Роман опустил голову. Что он мог сказать? Случаются ошибки в жизни, и за них надо платить. Но ничего страшного не произошло? Сейчас Инна свободна, а это главное. Ни он, ни она никого не обманывают. И она его не обманывала, просто не все сразу сказала о себе, но имел ли он право требовать, чтобы она с самого начала была настолько откровенной? Теперь вот абсолютная ясность... И все зависит только от них самих. Конечно, Инне тяжело, но ведь умные люди недаром придумали сказку о траве забвения.
Ему бы вслушаться, заметить нарочитую взволнованность, увидеть, как спокойно ее лицо, когда в голосе негодование. Ему бы остановить девушку, сказать: «Не надо об этом, это ваши тайны, и мне лучше их не знать».
— Я же понятия не имела, — торопливо сыпала словами Инна, — что ему надо было только одно — прописка. А когда он ее приобрел — все и началось: выпивки, безделье, пустая болтовня с друзьями ночи напролет. Так он представлял себе красивую жизнь. Жалкий провинциальный актеришка, его даже на работу никуда не брали...

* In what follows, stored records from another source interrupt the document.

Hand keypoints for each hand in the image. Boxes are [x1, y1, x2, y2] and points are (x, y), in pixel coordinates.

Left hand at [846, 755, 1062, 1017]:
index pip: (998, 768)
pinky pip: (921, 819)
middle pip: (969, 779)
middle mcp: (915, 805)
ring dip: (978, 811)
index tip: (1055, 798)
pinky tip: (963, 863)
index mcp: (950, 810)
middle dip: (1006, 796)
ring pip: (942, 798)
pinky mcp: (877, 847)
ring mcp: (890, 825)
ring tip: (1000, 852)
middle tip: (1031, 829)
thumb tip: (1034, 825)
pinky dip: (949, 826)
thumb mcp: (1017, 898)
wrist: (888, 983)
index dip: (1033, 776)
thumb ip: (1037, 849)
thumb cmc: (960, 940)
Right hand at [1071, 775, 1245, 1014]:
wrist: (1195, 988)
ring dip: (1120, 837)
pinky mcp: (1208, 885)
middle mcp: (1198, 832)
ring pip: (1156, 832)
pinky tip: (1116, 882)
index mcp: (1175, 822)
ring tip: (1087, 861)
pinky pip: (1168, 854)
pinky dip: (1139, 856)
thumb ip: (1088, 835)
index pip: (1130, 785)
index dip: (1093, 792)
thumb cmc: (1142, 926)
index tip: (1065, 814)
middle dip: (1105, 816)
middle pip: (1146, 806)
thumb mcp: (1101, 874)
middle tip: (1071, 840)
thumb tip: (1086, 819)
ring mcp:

— Давайте не будем об этом, — попросил Роман. — Вам тяжело говорить, а что касается меня, то все это было до нашей с вами эры.
— Хорошо, — покорно согласилась Инна. — Больше не буду...
Когда они прощались, Инна взволнованно спросила:
— Ведь вы мне позвоните, Роман, правда?
— Конечно, ведь ничего не случилось, не так ли?
Он ясно понимал одно: Инне нужна его помощь.
Дома Роман тихо, стараясь не шуметь, прошел на кухню. Лина уже спала, в ее комнате было тихо. На столе лежала записка:
«Ужин на плите. Звонил Стариков, хотел с тобой поговорить. Л.».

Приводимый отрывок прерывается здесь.